### EXERCISE REQUIREMENTS:
Go over the listing below line by line, and return each one holding the string "paths".
━━━━━━━━━━━━━━━━━━━━
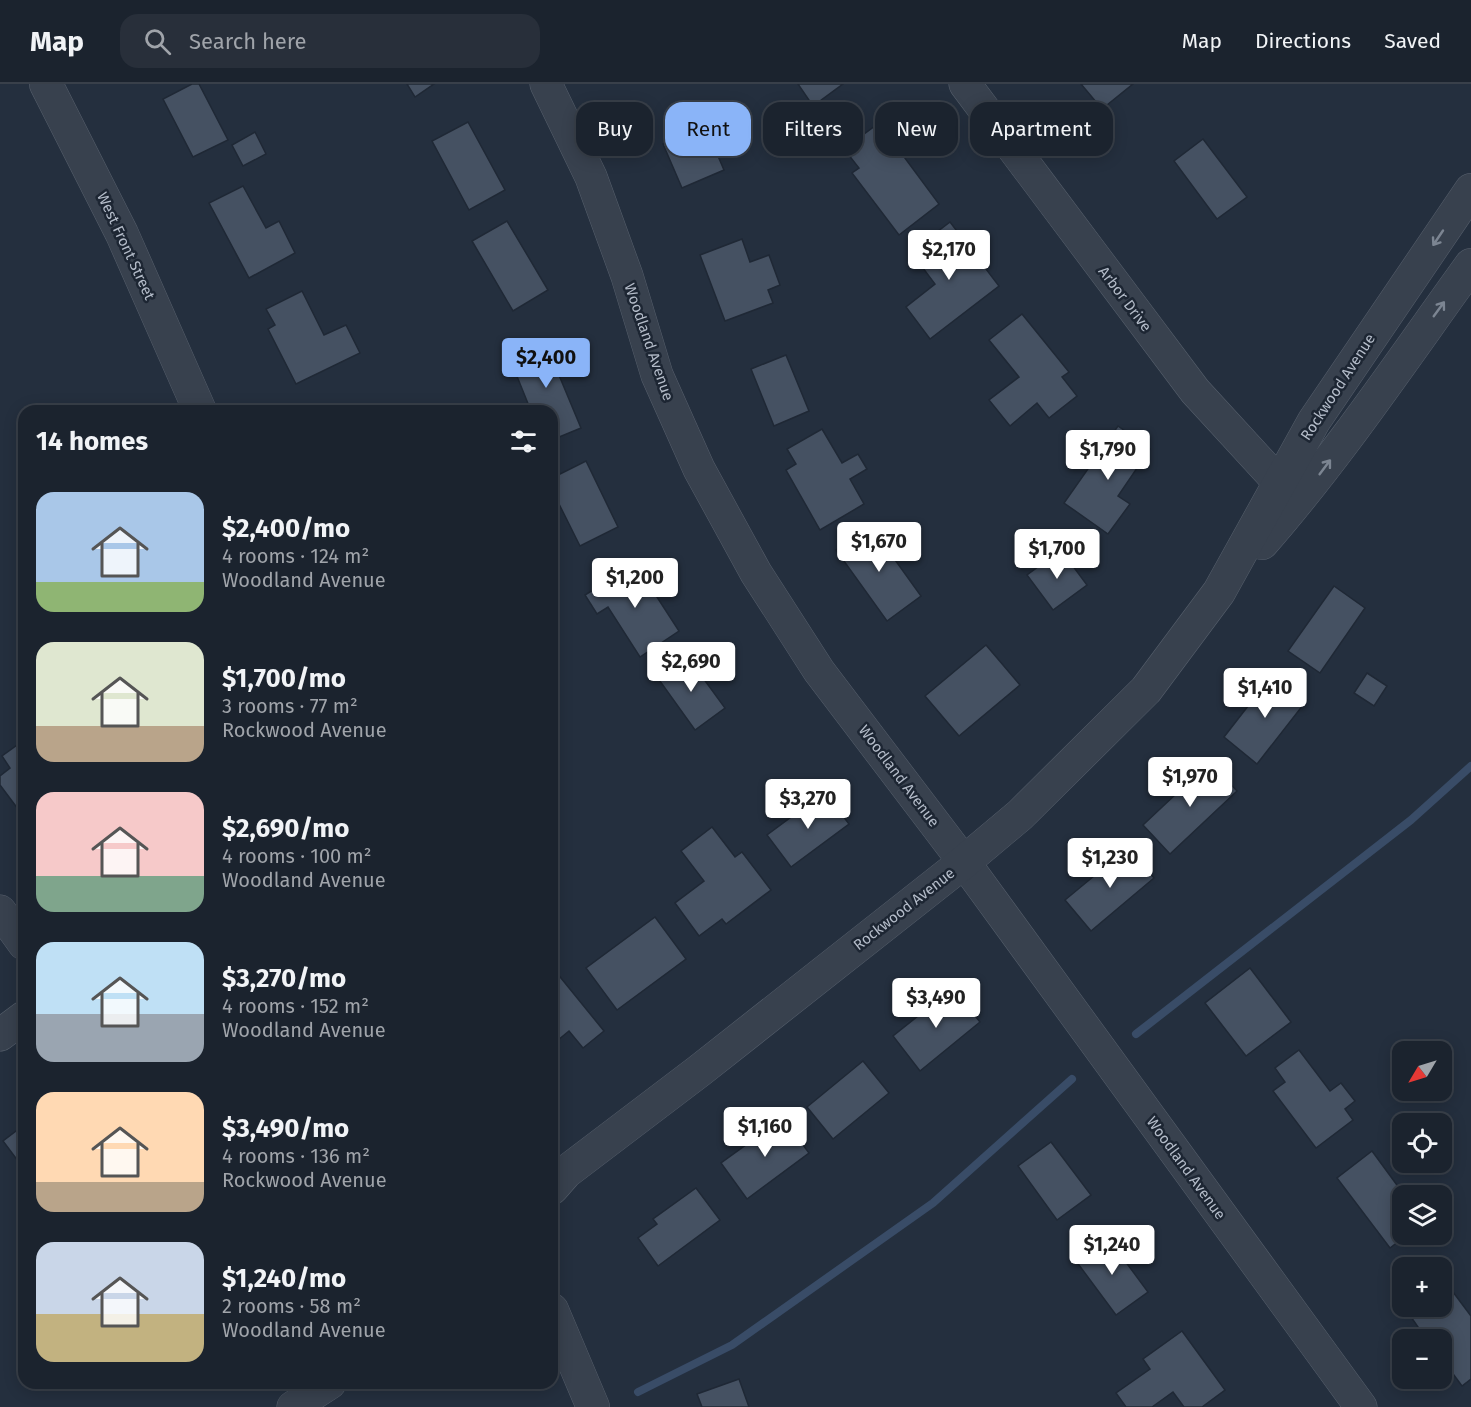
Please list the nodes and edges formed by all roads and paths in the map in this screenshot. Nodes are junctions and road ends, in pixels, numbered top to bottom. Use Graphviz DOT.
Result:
graph roads {
  1 [pos="46,84"];
  2 [pos="546,84"];
  3 [pos="965,84"];
  4 [pos="1471,190"];
  5 [pos="1471,265"];
  6 [pos="197,405"];
  7 [pos="1288,493"];
  8 [pos="964,862"];
  9 [pos="0,911"];
  10 [pos="18,936"];
  11 [pos="18,1022"];
  12 [pos="0,1035"];
  13 [pos="558,1181"];
  14 [pos="558,1324"];
  15 [pos="321,1389"];
  16 [pos="293,1407"];
  17 [pos="593,1407"];
  18 [pos="1360,1407"];
  1 -- 6 [label="street, West Front Street"];
  2 -- 8 [label="street, Woodland Avenue"];
  3 -- 7 [label="street, Arbor Drive"];
  4 -- 7 [label="street, Rockwood Avenue, one-way"];
  7 -- 5 [label="street, Rockwood Avenue, one-way"];
  7 -- 8 [label="street, Rockwood Avenue"];
  8 -- 13 [label="street, Rockwood Avenue"];
  8 -- 18 [label="street, Woodland Avenue"];
  9 -- 10 [label="street"];
  11 -- 12 [label="street"];
  14 -- 17 [label="street"];
  15 -- 16 [label="street"];
}
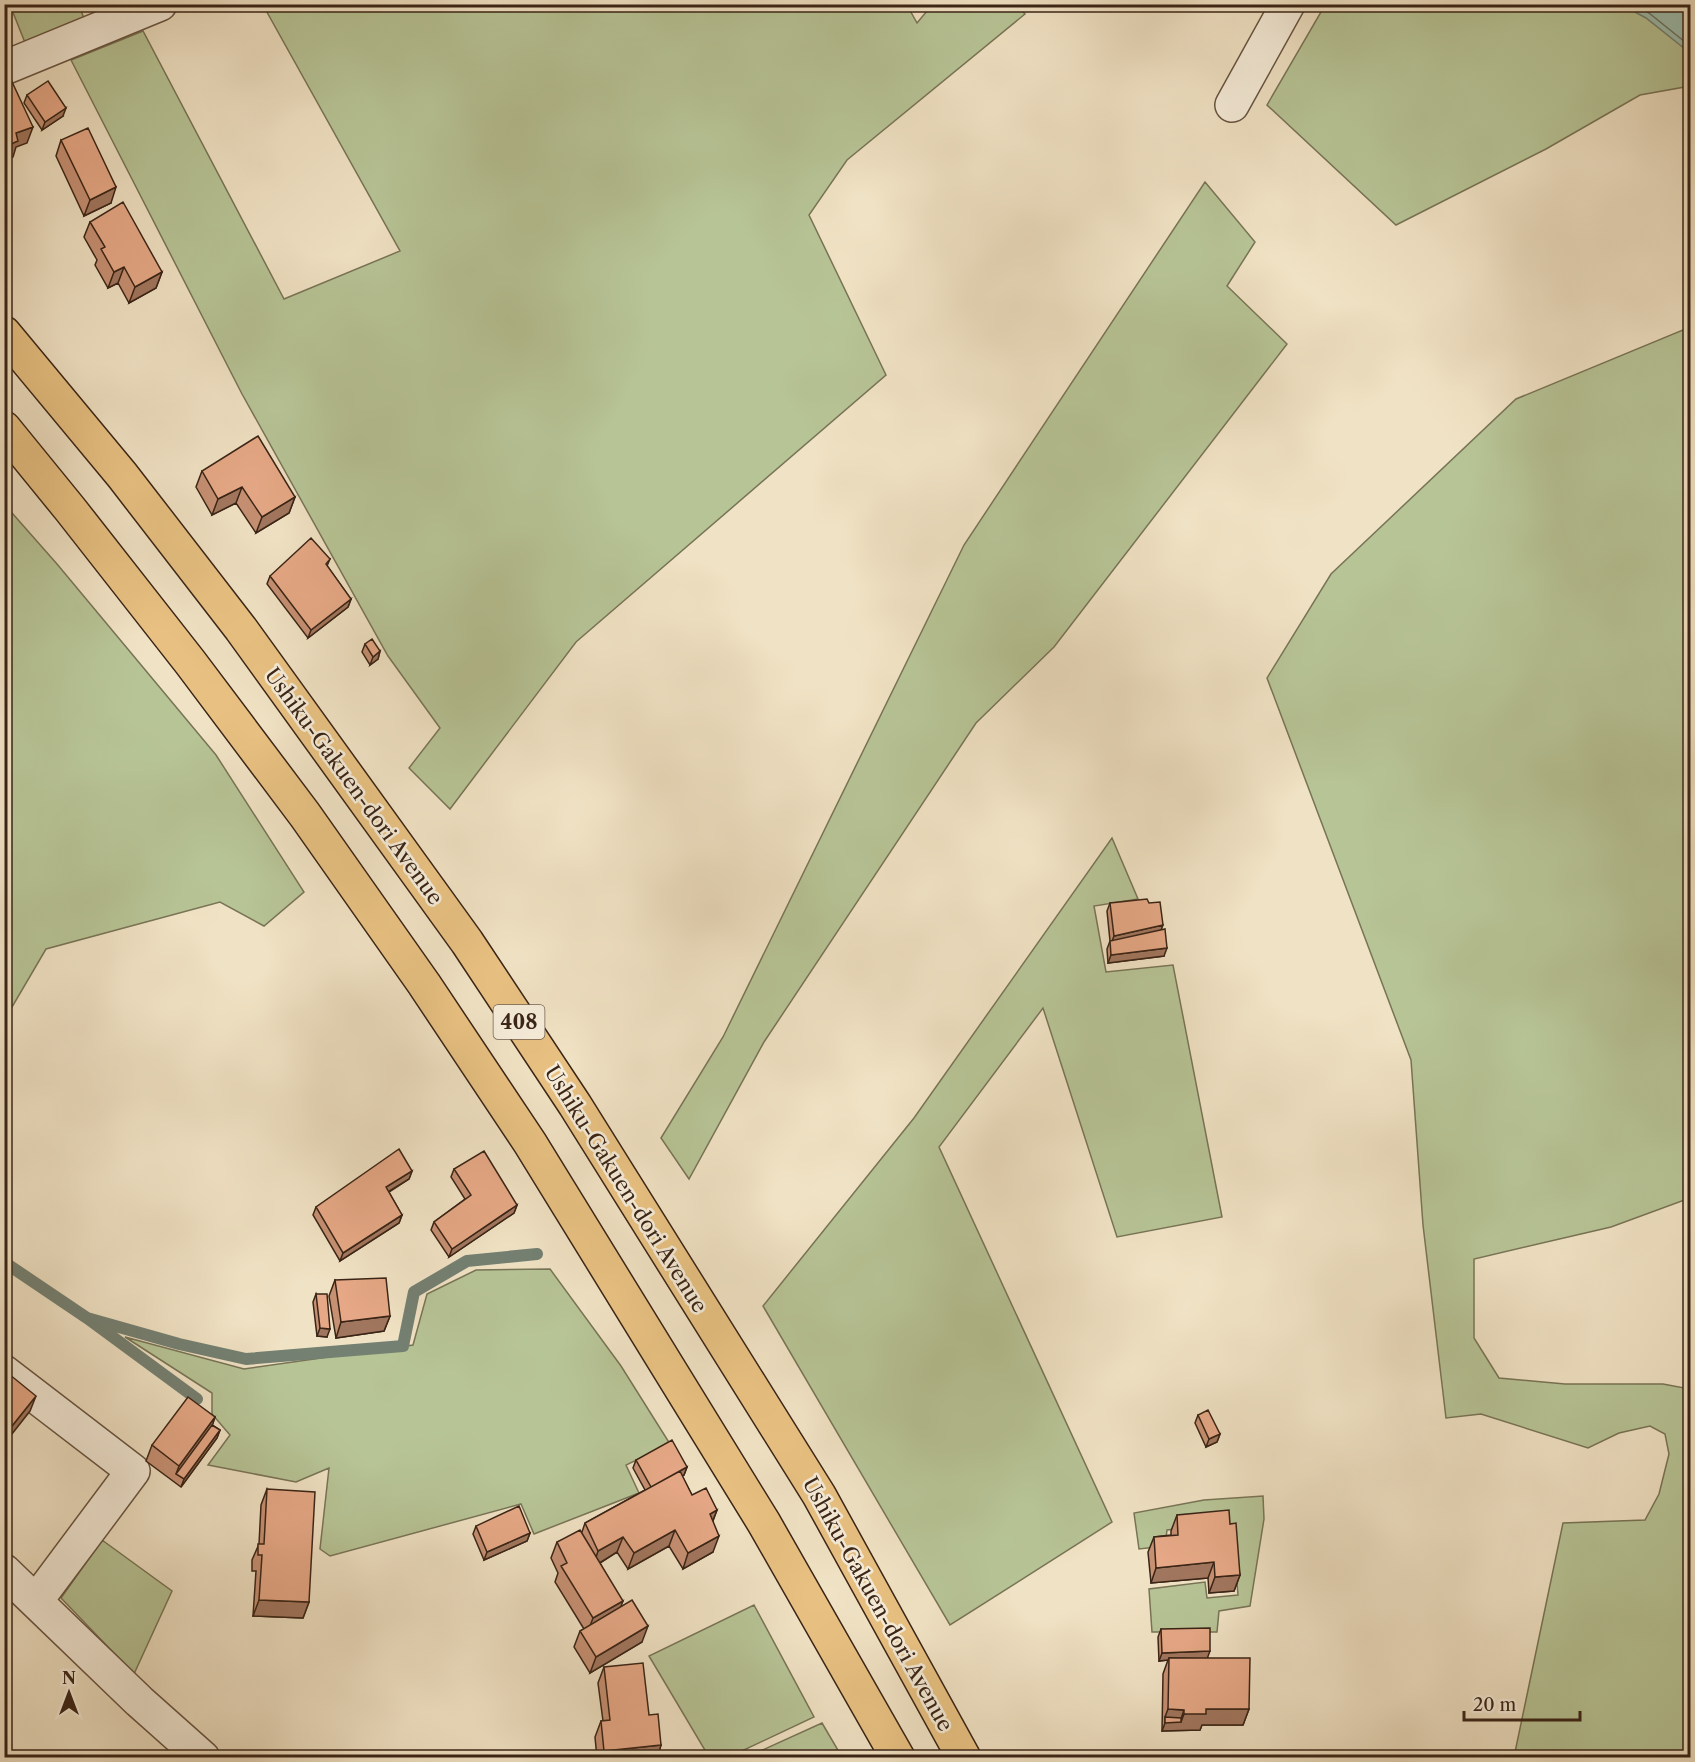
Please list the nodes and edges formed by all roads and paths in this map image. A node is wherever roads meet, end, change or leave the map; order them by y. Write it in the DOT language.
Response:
graph roads {
  1 [pos="160,4"];
  2 [pos="1288,4"];
  3 [pos="4,68"];
  4 [pos="1232,105"];
  5 [pos="4,333"];
  6 [pos="4,428"];
  7 [pos="4,1372"];
  8 [pos="4,1570"];
  9 [pos="36,1601"];
  10 [pos="203,1758"];
  11 [pos="898,1758"];
  12 [pos="964,1758"];
  1 -- 3 [label="street"];
  2 -- 4 [label="street"];
  5 -- 12 [label="highway, Ushiku-Gakuen-dori Avenue / 408"];
  6 -- 11 [label="highway, 408"];
  7 -- 9 [label="street"];
  8 -- 9 [label="street"];
  9 -- 10 [label="street"];
}
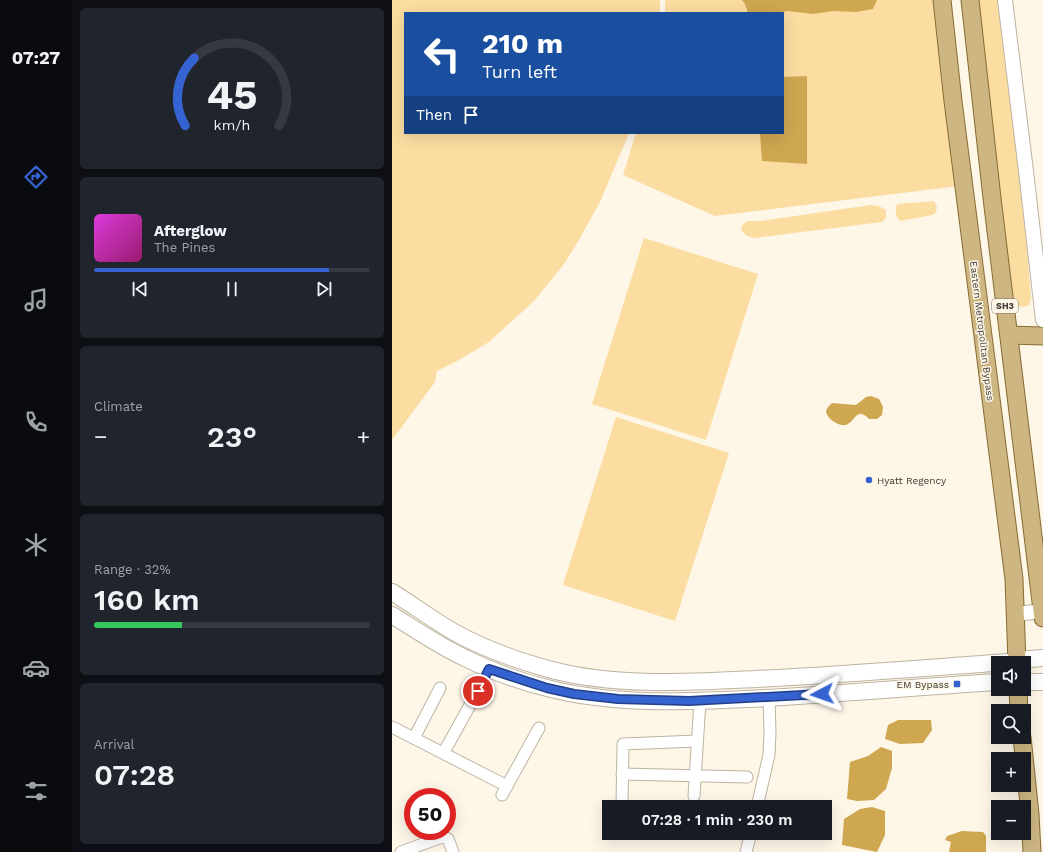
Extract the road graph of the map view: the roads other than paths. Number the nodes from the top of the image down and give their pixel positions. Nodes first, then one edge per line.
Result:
1 (942, 0) edge
2 (970, 0) edge
3 (1005, 0) edge
4 (1043, 320) edge
5 (1009, 335) junction
6 (1043, 336) edge
7 (392, 592) edge
8 (1016, 614) junction
9 (1043, 614) edge
10 (392, 615) edge
11 (454, 633) junction
12 (446, 648) junction
13 (1017, 656) edge
14 (1043, 658) edge
15 (1031, 660) edge
16 (991, 663) edge
17 (489, 669) junction
18 (638, 682) junction
19 (991, 682) edge
20 (1031, 682) edge
21 (1043, 682) edge
22 (440, 688) dead end
23 (769, 698) junction
24 (637, 701) junction
25 (700, 701) junction
26 (392, 727) edge
27 (539, 728) dead end
28 (414, 738) junction
29 (697, 741) junction
30 (1023, 744) edge
31 (444, 752) junction
32 (622, 774) junction
33 (695, 775) junction
34 (747, 777) dead end
35 (694, 796) dead end
36 (622, 800) edge
37 (759, 800) edge
38 (749, 840) edge
39 (401, 852) edge
40 (453, 852) edge
41 (746, 852) edge
42 (1032, 852) edge

1 - 8 main road, Eastern Metropolitan Bypass / SH3
2 - 5 main road, SH3
3 - 4 street
5 - 6 main road
5 - 9 main road, SH3
7 - 11 main road
8 - 9 street
8 - 13 main road, Eastern Metropolitan Bypass / SH3
10 - 12 main road
11 - 12 main road
11 - 18 main road
12 - 17 main road
14 - 15 main road
16 - 18 main road
17 - 24 main road
17 - 31 street
18 - 24 main road
19 - 23 main road
20 - 21 main road
22 - 28 street
23 - 25 main road
23 - 37 street
24 - 25 main road
25 - 29 street
26 - 28 street
27 - 31 street
28 - 31 street
29 - 32 street
29 - 33 street
30 - 42 main road
32 - 33 street
32 - 36 street
33 - 34 street
33 - 35 street
38 - 41 street
39 - 40 street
━━━━━━━━━━━━━━━━━━━━
### WRITTEN RESPONSE:
Please list the nodes and edges formed by all roads and paths in the map in this screenshot. Nodes are junctions and road ends, in pixels, numbered top to bottom. Use Graphviz DOT.
Please list the nodes and edges formed by all roads and paths in this map image. A node is wherever roads meet, end, change or leave the map; order them by y. Write it in the DOT language.
Extract the road graph of the map view: the roads other than paths. Number the nodes from the top of the image down and give their pixel positions. Nodes first, then one edge per line.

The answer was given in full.